- Working data:

=-=-=

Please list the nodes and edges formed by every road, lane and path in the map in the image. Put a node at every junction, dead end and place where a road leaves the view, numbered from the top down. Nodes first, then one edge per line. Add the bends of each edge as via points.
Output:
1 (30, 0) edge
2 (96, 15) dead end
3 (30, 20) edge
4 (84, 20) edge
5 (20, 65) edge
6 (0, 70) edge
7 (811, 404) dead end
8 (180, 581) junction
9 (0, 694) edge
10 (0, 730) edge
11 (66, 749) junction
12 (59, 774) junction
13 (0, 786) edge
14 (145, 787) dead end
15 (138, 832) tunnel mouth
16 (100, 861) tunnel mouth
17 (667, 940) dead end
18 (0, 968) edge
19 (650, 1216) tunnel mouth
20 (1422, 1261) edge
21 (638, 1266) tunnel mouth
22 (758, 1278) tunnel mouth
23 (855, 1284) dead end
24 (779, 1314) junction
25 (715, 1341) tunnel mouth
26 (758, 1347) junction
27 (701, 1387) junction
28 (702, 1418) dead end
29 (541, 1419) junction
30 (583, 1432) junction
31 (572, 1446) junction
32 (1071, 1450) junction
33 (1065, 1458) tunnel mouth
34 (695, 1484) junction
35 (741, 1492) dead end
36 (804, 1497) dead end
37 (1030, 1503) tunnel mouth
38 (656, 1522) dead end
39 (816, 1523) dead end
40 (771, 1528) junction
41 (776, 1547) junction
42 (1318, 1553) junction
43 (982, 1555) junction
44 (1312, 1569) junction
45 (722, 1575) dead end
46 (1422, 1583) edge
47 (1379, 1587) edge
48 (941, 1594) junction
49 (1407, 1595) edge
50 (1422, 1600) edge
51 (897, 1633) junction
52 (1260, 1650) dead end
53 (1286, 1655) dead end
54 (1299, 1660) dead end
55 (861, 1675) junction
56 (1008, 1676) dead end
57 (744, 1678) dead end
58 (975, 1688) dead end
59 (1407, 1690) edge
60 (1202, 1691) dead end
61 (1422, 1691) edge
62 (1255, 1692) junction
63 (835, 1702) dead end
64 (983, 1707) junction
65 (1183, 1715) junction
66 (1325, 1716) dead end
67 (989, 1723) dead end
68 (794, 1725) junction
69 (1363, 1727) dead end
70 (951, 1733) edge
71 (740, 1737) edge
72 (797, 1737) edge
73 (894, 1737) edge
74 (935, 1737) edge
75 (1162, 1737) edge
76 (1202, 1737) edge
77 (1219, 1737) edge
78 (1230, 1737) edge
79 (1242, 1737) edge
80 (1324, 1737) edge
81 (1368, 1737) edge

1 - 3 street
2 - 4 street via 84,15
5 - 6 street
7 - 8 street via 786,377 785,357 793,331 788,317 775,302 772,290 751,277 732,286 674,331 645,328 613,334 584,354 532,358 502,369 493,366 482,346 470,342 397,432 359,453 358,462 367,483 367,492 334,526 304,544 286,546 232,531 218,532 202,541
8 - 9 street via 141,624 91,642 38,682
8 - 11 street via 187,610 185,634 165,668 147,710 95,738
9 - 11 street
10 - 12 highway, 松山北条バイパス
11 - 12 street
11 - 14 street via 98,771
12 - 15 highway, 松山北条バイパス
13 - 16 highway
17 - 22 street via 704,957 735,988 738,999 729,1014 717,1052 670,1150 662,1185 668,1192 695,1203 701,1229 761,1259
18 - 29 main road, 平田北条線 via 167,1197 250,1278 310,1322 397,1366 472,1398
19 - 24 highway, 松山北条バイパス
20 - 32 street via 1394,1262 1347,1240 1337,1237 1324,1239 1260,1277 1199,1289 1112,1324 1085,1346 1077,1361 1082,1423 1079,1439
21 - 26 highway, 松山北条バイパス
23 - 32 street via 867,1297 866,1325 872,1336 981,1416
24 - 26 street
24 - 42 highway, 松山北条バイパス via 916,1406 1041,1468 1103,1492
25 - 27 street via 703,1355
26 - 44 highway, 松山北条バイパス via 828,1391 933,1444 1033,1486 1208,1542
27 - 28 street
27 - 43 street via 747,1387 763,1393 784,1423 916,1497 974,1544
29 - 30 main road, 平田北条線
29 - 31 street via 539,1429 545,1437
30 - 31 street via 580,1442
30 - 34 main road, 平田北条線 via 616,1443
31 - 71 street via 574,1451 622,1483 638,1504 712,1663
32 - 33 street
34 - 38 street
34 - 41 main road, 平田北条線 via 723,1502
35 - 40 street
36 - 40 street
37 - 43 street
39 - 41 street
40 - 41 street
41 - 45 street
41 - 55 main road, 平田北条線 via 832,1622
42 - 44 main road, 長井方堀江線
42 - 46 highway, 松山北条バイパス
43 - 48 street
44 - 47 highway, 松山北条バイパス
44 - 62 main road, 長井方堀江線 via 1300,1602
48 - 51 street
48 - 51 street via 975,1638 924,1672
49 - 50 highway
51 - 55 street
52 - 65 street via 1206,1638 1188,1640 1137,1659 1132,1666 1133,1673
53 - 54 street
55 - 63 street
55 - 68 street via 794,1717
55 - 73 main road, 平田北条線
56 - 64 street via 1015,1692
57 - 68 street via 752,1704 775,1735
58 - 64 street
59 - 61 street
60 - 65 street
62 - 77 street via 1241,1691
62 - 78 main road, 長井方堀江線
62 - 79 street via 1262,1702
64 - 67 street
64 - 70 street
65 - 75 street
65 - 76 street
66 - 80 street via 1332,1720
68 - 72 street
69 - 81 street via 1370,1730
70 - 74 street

=-=-=

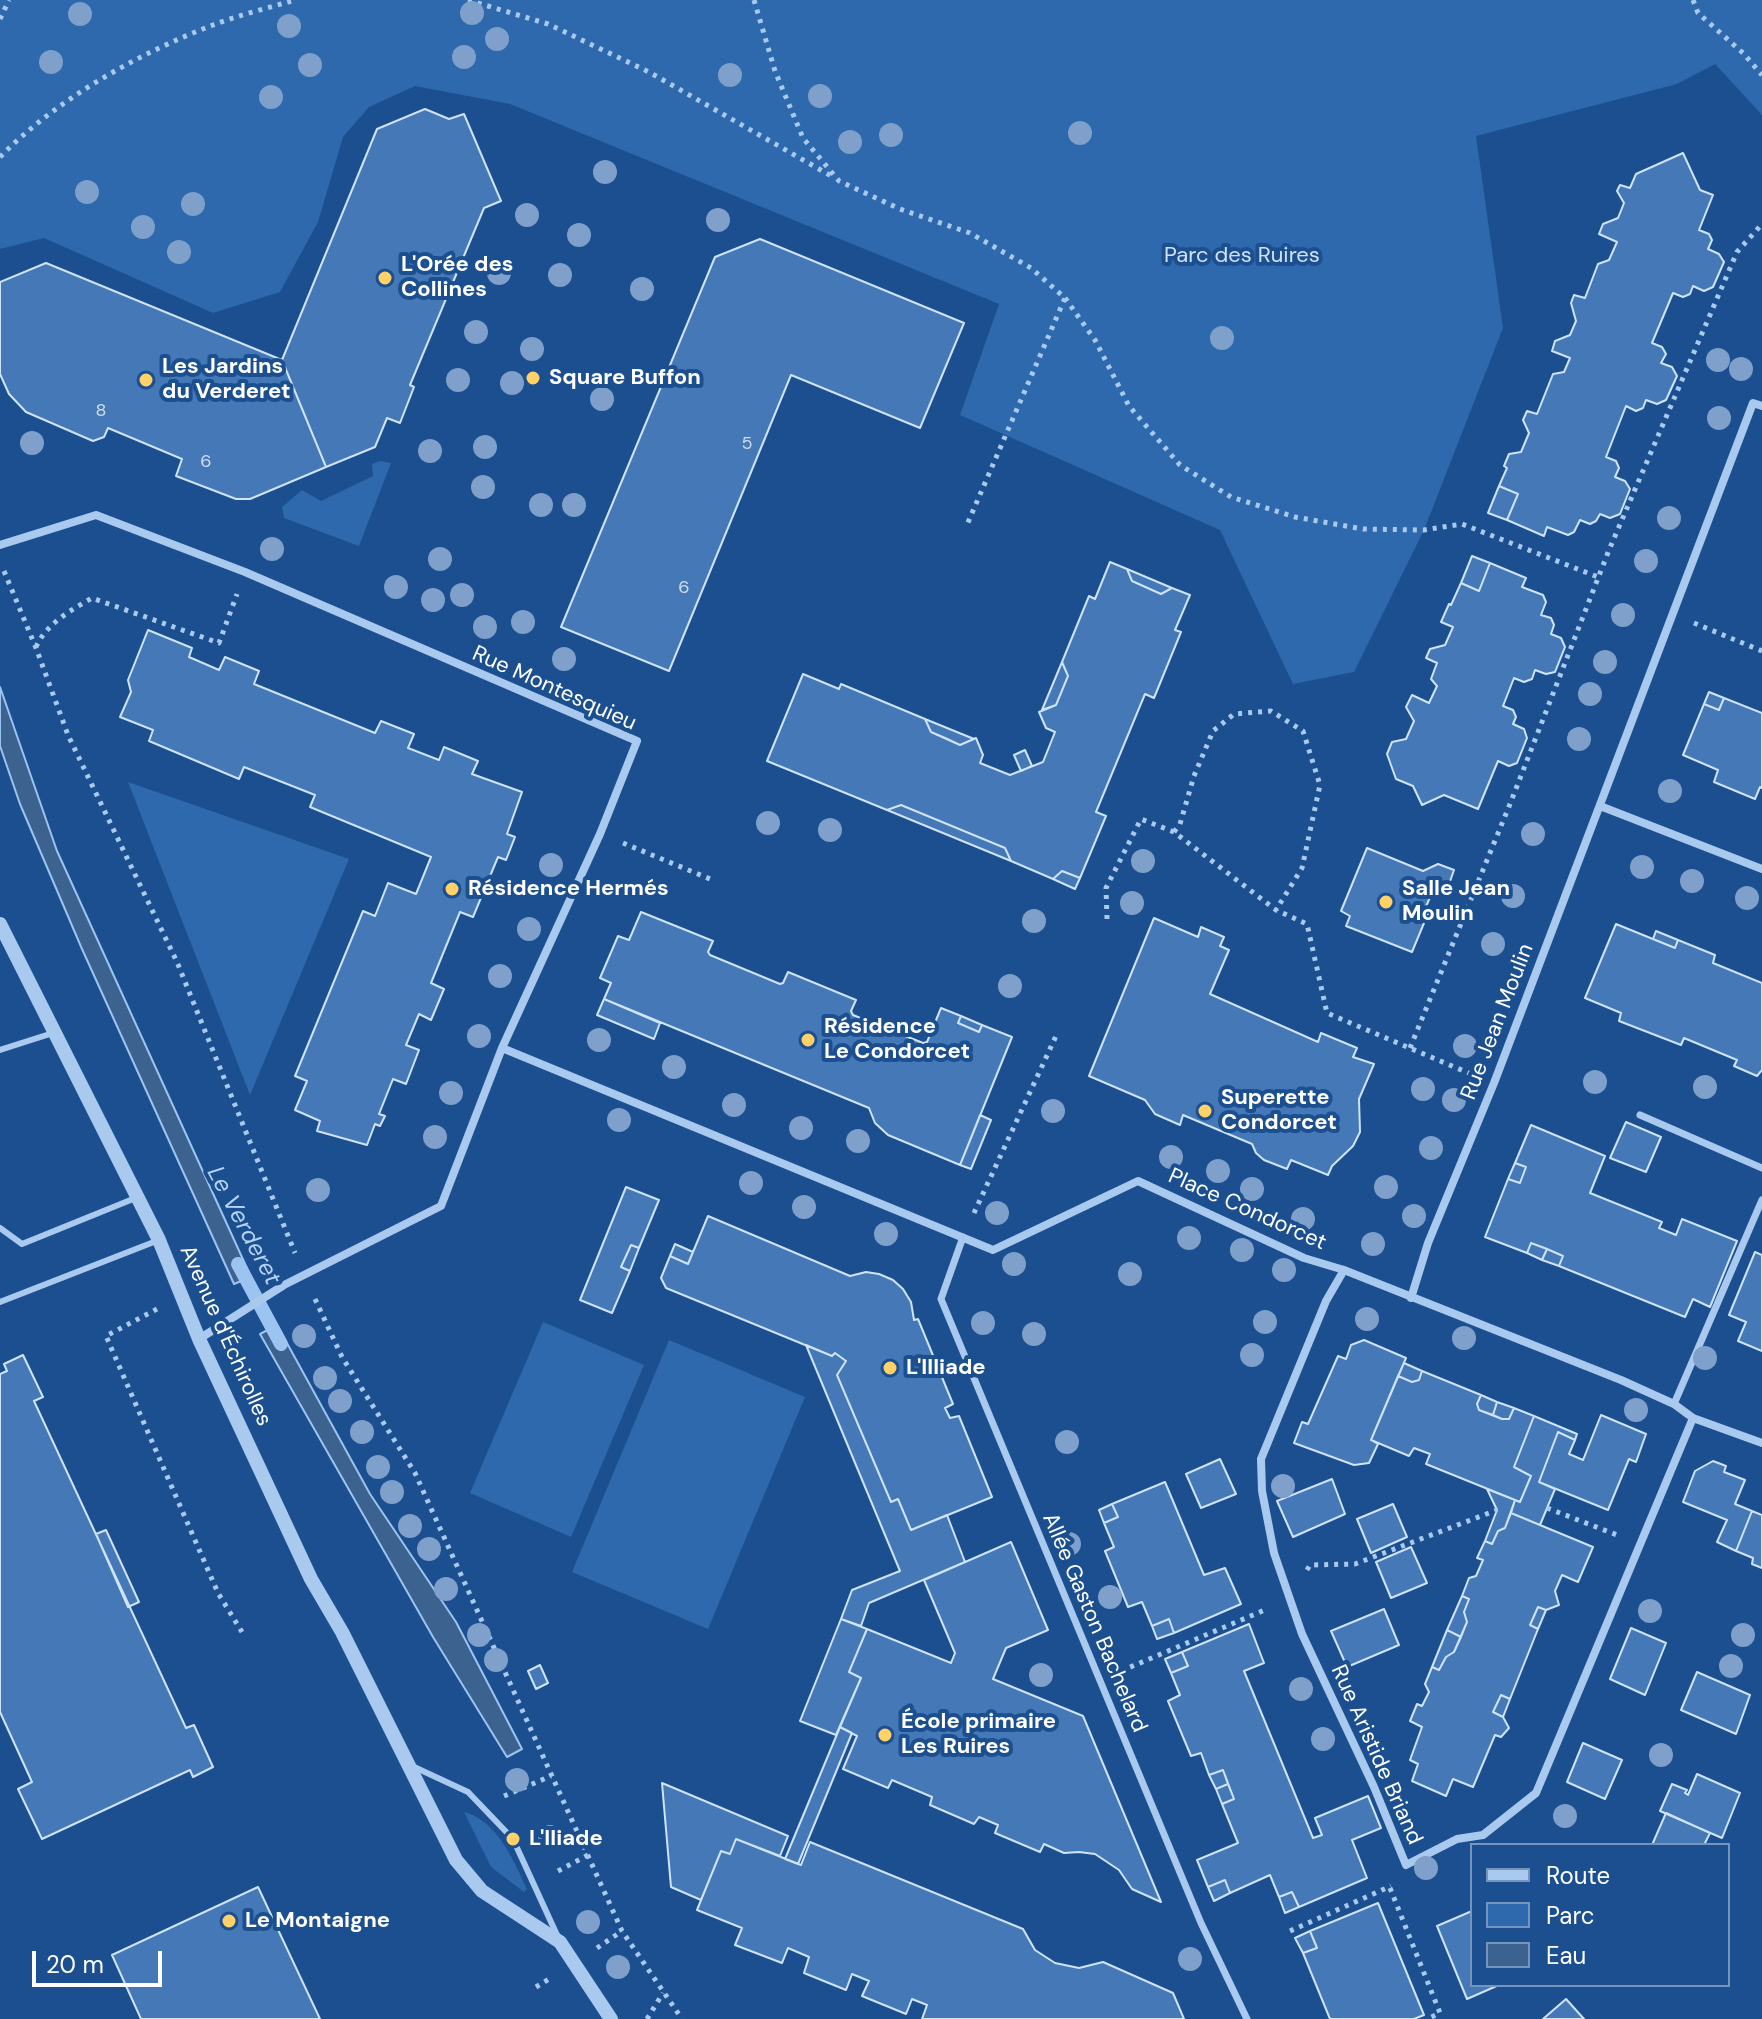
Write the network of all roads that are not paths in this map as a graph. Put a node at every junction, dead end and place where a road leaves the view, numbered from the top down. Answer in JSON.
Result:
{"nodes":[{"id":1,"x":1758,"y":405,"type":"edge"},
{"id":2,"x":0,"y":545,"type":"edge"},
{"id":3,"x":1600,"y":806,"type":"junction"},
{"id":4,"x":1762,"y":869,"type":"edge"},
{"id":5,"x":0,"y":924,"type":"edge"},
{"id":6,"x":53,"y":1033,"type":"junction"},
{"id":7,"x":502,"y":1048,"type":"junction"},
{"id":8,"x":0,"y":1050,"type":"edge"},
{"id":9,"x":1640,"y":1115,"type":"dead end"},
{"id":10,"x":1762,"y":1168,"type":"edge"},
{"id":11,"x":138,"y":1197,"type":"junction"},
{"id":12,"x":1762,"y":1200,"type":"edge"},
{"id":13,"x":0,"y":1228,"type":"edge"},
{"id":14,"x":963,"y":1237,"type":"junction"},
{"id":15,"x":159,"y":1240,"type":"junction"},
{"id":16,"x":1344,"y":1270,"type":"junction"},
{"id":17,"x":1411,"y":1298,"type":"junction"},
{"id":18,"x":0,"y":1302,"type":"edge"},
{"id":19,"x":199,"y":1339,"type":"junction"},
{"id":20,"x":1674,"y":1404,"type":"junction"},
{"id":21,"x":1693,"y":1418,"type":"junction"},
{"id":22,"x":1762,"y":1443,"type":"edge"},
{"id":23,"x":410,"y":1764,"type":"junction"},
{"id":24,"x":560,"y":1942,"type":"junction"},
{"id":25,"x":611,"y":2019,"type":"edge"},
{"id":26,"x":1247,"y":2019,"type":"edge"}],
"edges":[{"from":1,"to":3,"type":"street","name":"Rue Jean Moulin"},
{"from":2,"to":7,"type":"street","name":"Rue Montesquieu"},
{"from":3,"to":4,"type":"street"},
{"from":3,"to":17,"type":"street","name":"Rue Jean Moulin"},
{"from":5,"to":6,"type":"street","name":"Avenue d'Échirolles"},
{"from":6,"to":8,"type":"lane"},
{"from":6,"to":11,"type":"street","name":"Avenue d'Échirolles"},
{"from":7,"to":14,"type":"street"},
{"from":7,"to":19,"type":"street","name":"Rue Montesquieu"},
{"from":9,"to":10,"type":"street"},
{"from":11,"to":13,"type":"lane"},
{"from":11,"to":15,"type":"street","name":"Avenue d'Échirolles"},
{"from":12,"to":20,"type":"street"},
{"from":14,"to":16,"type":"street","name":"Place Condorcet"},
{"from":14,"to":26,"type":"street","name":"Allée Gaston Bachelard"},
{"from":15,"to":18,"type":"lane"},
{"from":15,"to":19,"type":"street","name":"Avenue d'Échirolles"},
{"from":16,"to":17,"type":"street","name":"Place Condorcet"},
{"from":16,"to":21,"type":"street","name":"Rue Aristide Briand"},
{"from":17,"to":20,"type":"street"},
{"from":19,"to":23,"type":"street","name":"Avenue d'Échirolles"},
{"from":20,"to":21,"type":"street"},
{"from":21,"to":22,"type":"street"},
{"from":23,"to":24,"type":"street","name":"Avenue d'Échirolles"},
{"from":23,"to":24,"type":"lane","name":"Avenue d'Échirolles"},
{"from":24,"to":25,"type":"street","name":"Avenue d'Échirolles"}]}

=-=-=

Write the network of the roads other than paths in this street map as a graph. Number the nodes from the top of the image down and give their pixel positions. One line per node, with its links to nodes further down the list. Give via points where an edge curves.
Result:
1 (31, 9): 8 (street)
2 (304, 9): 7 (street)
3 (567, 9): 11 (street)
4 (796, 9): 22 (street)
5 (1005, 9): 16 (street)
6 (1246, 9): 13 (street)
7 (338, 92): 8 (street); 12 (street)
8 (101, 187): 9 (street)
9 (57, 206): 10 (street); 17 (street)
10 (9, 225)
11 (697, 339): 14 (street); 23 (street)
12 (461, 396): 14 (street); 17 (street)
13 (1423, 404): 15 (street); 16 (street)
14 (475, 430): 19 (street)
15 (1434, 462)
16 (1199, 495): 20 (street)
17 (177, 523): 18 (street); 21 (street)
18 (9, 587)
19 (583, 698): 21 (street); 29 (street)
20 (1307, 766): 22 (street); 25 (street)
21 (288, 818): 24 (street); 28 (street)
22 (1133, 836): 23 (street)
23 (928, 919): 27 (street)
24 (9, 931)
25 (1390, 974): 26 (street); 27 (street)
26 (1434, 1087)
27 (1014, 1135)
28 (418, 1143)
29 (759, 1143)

=-=-=

- What you will do:
Copy each line holding the word "every" from the listing above.

- Task response:
Please list the nodes and edges formed by every road, lane and path in the map in the image. Put a node at every junction, dead end and place where a road leaves the view, numbered from the top down. Nodes first, then one edge per line. Add the bends of each edge as via points.
Write the network of all roads that are not paths in this map as a graph. Put a node at every junction, dead end and place where a road leaves the view, numbered from the top down. Answer in JSON.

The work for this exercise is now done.